Os técnicos da CGE observaram ainda uma incompatibilidade no atestado de capacidade técnica fornecido pela Evoluti à GT1 para participação na licitação ocorrida em 2013. O balanço patrimonial da GT1 de 2011 apresentado no certame correspondia a R$ 12 milhões, mas não guardava a respectiva proporcionalidade com a receita de serviços registrada no balanço patrimonial da empresa que era R$ 4,5 milhões. Provocada à época, a Comissão Permanente de Licitação (CPL) do Ipasgo manteve-se inerte ao aprofundamento de tal informação.

Outras queixas apresentadas à CPL, como conflito de interesses em atestado emitido pela Evoluti, também foram ignoradas.
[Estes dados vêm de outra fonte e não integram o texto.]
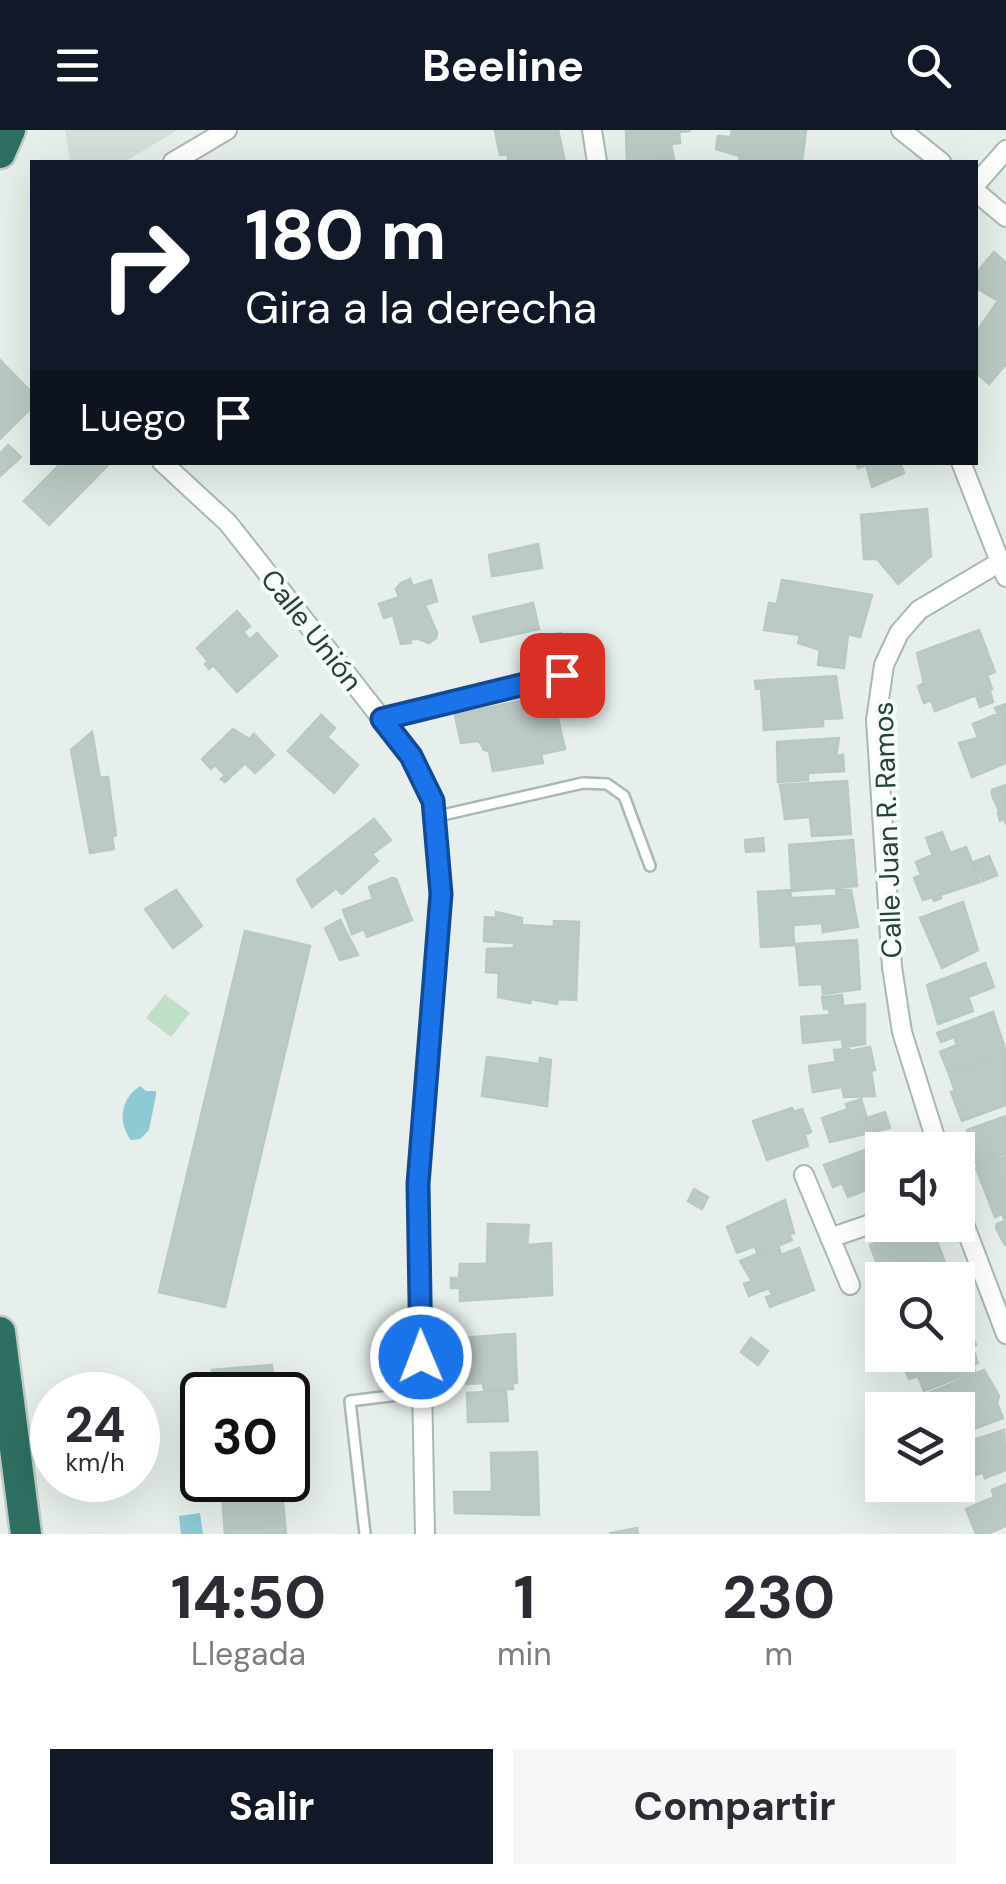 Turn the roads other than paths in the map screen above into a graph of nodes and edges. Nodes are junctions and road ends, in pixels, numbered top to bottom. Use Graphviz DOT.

Pareceres jurídicos dentro do Ipasgo respaldaram as práticas da CPL, que não segregou funções e permitiu que um mesmo servidor praticasse atos decisivos em todas as etapas do processo licitatório.

De acordo com a regra do edital era fundamental que a empresa concorrente apresentasse atestado técnico para cada função que seria realizada dentro dos serviços de apoio e fornecimento de mão de obra. No entanto, ao destinar colaboradores para a atuação em auditoria, que não era objeto de nenhum dos contratos, o desvio de finalidade na execução contratual foi fortalecido.

A inspeção da CGE descobriu que houve omissão na aplicação de instrumentos de acompanhamento, avaliação e fiscalização dos contratos da GT1 ao longo de quase oito anos. Dentro do Ipasgo, os instrumentos de controle eram baseados apenas no monitoramento de pontualidade do pessoal contratado. Mas, mesmo previstos nos contratos, não foram localizados esses dados em nenhum arquivo. Tal omissão permitiu descontroles sobre a atuação do pessoal da contratada.

Segundo a Polícia Civil, as falhas no atual sistema de tecnologia e informação do Ipasgo permitiram a inclusão de usuários falsos, que atuavam como auditor fantasma e um auditor robô que liberavam autorizações de procedimentos e pagamentos de forma automática, sem realizar os devidos processos e avaliações de uma auditoria.

Devido ao volume de irregularidades apontadas, a CGE solicitou também que seja instaurado processo administrativo em desfavor da empresa GT1 e Evoluti e que a matriz de risco do Ipasgo seja aprimorada. Parte destas informações integra a operação Metástase, da Polícia Civil, que investiga um esquema de desvio e fraudes envolvendo o Ingoh e o Ipasgo. O boletim de inspeção da CGE aponta ainda que as omissões apresentadas pela empresa GT1 permitiram descontrole na atuação do quadro pessoal e vulnerabilidades nos sistemas do Ipasgo, que não possuem regras de controle para a liberação de serviços.